In clinical settings, diagnostic tools must meet stringent requirements for efficiency and compatibility with existing workflows [50]. This platform is expected to fill the needs by offering small-volume accurate measurements and seamless integration into established laboratory protocols. The low-cost and easy-operation program reduces the financial burden on healthcare systems and makes advanced diagnostics more accessible. The platform may support diverse clinical applications, including the monitoring of rheological properties in diseases such as diabetes and cardiovascular conditions where blood viscosity changes are indicative of disease progression [51,52]. It has the potential to be integrated into routine diagnostic panels for monitoring chronic conditions or guiding therapies by evaluating drug efficacy based on viscosity-related biomarkers.

4. Conclusions

Through viscosity measurements of Newtonian and non-Newtonian fluids, the concept of the resistance design method has been preliminarily validated. Chip tests demonstrated a stable, fully developed flow field, establishing a strong foundation for the chip’s ability to maintain excellent stability and accuracy when dealing with fluids of varying properties. Within the blood viscosity range of 1−10 cP, the microarray chip exhibits performance comparable to that of a rheometer. In this range, the microarray chip overcomes the physical limitations of traditional viscometers, such as unreliable low-torque measurements, small sample volume requirements, and interface artifacts. The test results for non-Newtonian fluid samples showed measured systolic blood viscosity (SBV) and diastolic blood viscosity (DBV) values of 6 cP and 11 cP, respectively. Notably, our method requires less than 5% of the sample volume compared to a rheometer, while delivering superior measurement quality. By incorporating specific shear rate designs, our in vitro vascular simulation module can accurately measure viscosity variations of analog blood under different shear rates. Clinical studies have demonstrated a correlation between blood viscosity and stroke risk. For example, traditional viscometer measurements for SBV and DBV yielded values of 4.45 cP and 13 cP, respectively. This consistency across similar viscosity measurement ranges validates the effectiveness of our proposed in vitro blood viscosity measurement model.

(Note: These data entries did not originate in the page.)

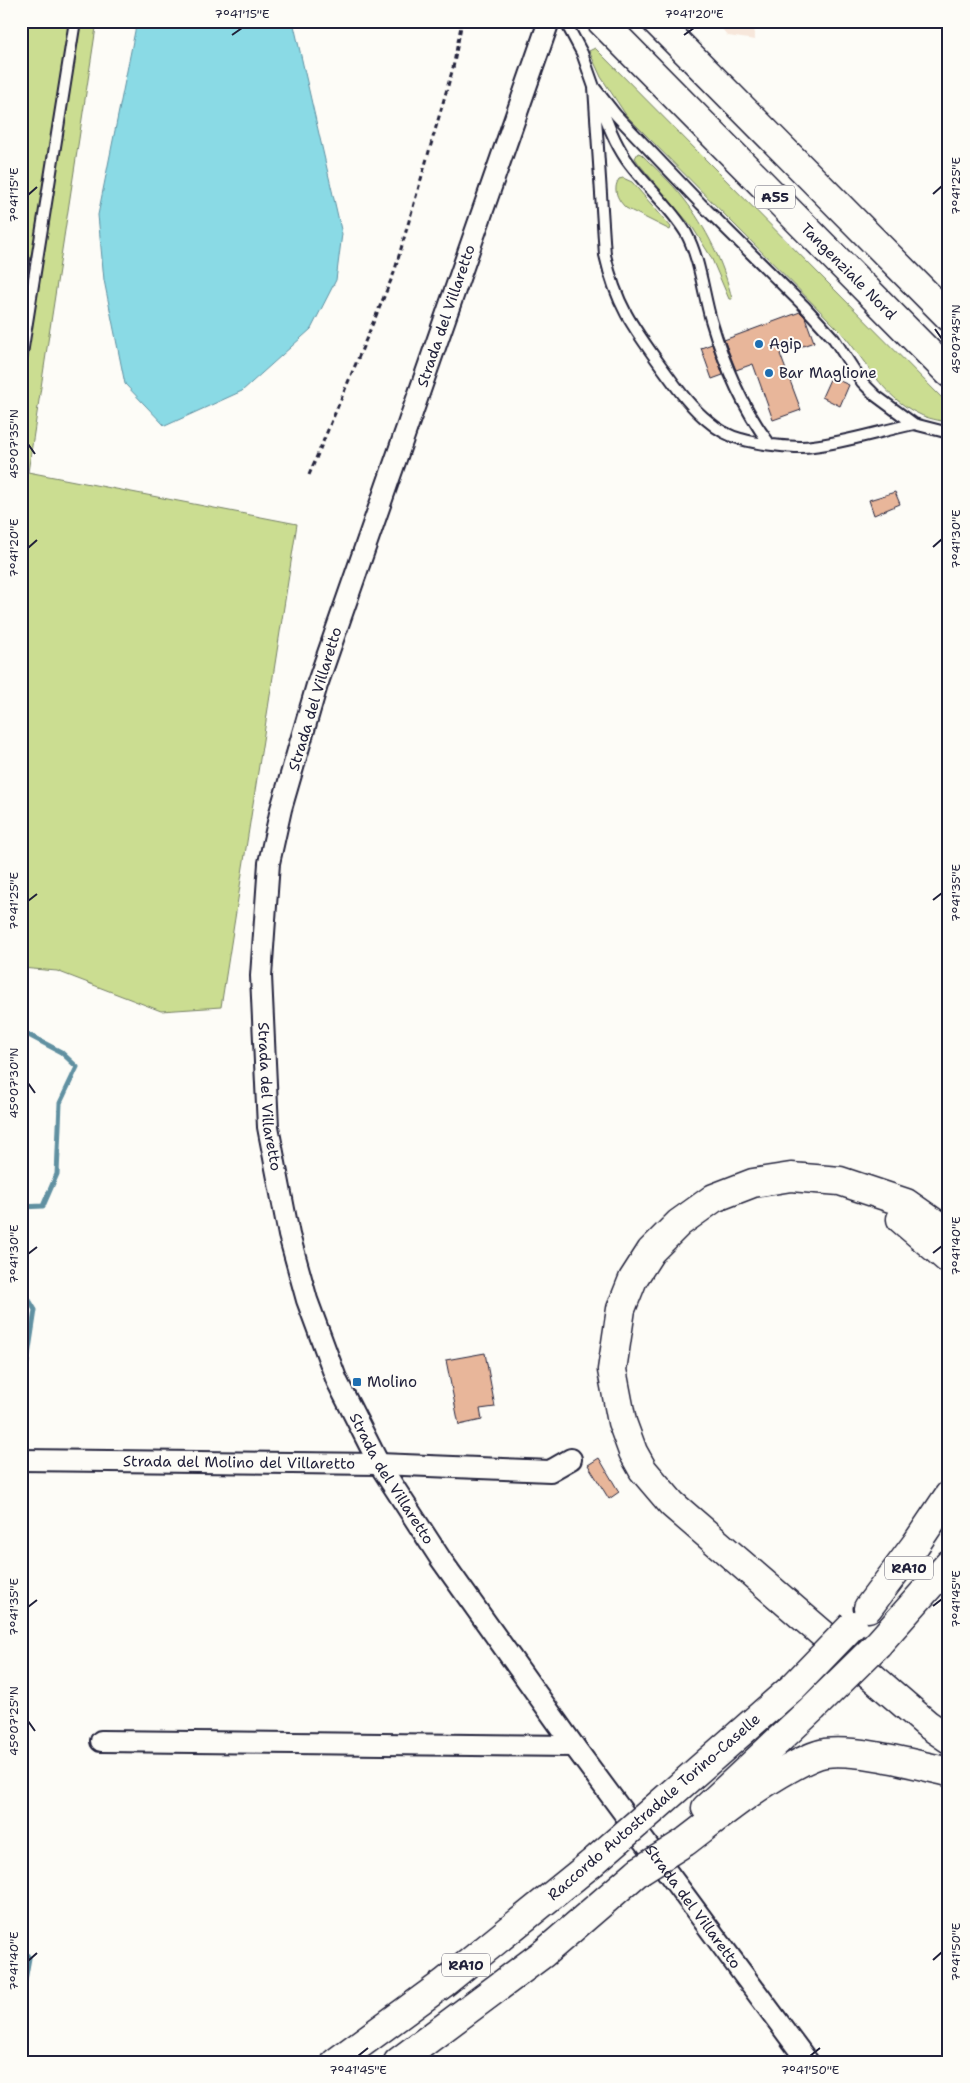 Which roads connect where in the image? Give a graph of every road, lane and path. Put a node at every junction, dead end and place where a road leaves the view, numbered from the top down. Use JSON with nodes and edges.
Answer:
{"nodes":[{"id":1,"x":74,"y":21,"type":"edge"},
{"id":2,"x":462,"y":21,"type":"edge"},
{"id":3,"x":549,"y":21,"type":"edge"},
{"id":4,"x":565,"y":21,"type":"edge"},
{"id":5,"x":601,"y":21,"type":"edge"},
{"id":6,"x":656,"y":21,"type":"edge"},
{"id":7,"x":594,"y":87,"type":"junction"},
{"id":8,"x":949,"y":317,"type":"edge"},
{"id":9,"x":21,"y":360,"type":"edge"},
{"id":10,"x":949,"y":372,"type":"edge"},
{"id":11,"x":914,"y":424,"type":"junction"},
{"id":12,"x":949,"y":433,"type":"edge"},
{"id":13,"x":769,"y":443,"type":"junction"},
{"id":14,"x":309,"y":475,"type":"dead end"},
{"id":15,"x":818,"y":1180,"type":"junction"},
{"id":16,"x":949,"y":1233,"type":"edge"},
{"id":17,"x":949,"y":1260,"type":"edge"},
{"id":18,"x":572,"y":1459,"type":"dead end"},
{"id":19,"x":21,"y":1460,"type":"edge"},
{"id":20,"x":379,"y":1464,"type":"junction"},
{"id":21,"x":949,"y":1495,"type":"edge"},
{"id":22,"x":949,"y":1527,"type":"edge"},
{"id":23,"x":949,"y":1564,"type":"edge"},
{"id":24,"x":861,"y":1616,"type":"junction"},
{"id":25,"x":949,"y":1739,"type":"edge"},
{"id":26,"x":101,"y":1742,"type":"dead end"},
{"id":27,"x":574,"y":1746,"type":"junction"},
{"id":28,"x":949,"y":1772,"type":"edge"},
{"id":29,"x":681,"y":1839,"type":"junction"},
{"id":30,"x":336,"y":2062,"type":"edge"},
{"id":31,"x":398,"y":2062,"type":"edge"},
{"id":32,"x":808,"y":2062,"type":"edge"}],
"edges":[{"from":1,"to":9,"type":"lane"},
{"from":2,"to":14,"type":"path"},
{"from":3,"to":20,"type":"street","name":"Strada del Villaretto"},
{"from":4,"to":7,"type":"lane"},
{"from":5,"to":10,"type":"highway","name":"Tangenziale Nord","number":"A55"},
{"from":6,"to":8,"type":"highway","number":"A55"},
{"from":7,"to":11,"type":"lane"},
{"from":7,"to":13,"type":"lane"},
{"from":7,"to":13,"type":"lane"},
{"from":11,"to":12,"type":"lane"},
{"from":11,"to":13,"type":"lane"},
{"from":15,"to":16,"type":"highway"},
{"from":15,"to":17,"type":"highway"},
{"from":15,"to":25,"type":"highway"},
{"from":18,"to":20,"type":"street","name":"Strada del Molino del Villaretto"},
{"from":19,"to":20,"type":"street","name":"Strada del Molino del Villaretto"},
{"from":20,"to":27,"type":"street","name":"Strada del Villaretto"},
{"from":21,"to":24,"type":"highway"},
{"from":22,"to":24,"type":"highway","name":"Raccordo Autostradale Torino-Caselle","number":"RA10"},
{"from":23,"to":29,"type":"highway","name":"Raccordo Autostradale Torino-Caselle","number":"RA10","bridge":true},
{"from":24,"to":30,"type":"highway","name":"Raccordo Autostradale Torino-Caselle","number":"RA10","bridge":true},
{"from":26,"to":27,"type":"street"},
{"from":27,"to":32,"type":"street","name":"Strada del Villaretto"},
{"from":28,"to":29,"type":"highway"},
{"from":29,"to":31,"type":"highway","name":"Raccordo Autostradale Torino-Caselle","number":"RA10","bridge":true}]}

Furthermore, a strong correlation between stroke and the mean middle cerebral artery (mMCA) pulsatility index (PI) has been confirmed. Our system enables simultaneous monitoring of stroke and mMCA PI by analyzing correlations through blood viscosity. We anticipate that this platform can integrate additional sensors for detecting stroke-related factors, paving the way for the development of a highly specific stroke prediction platform.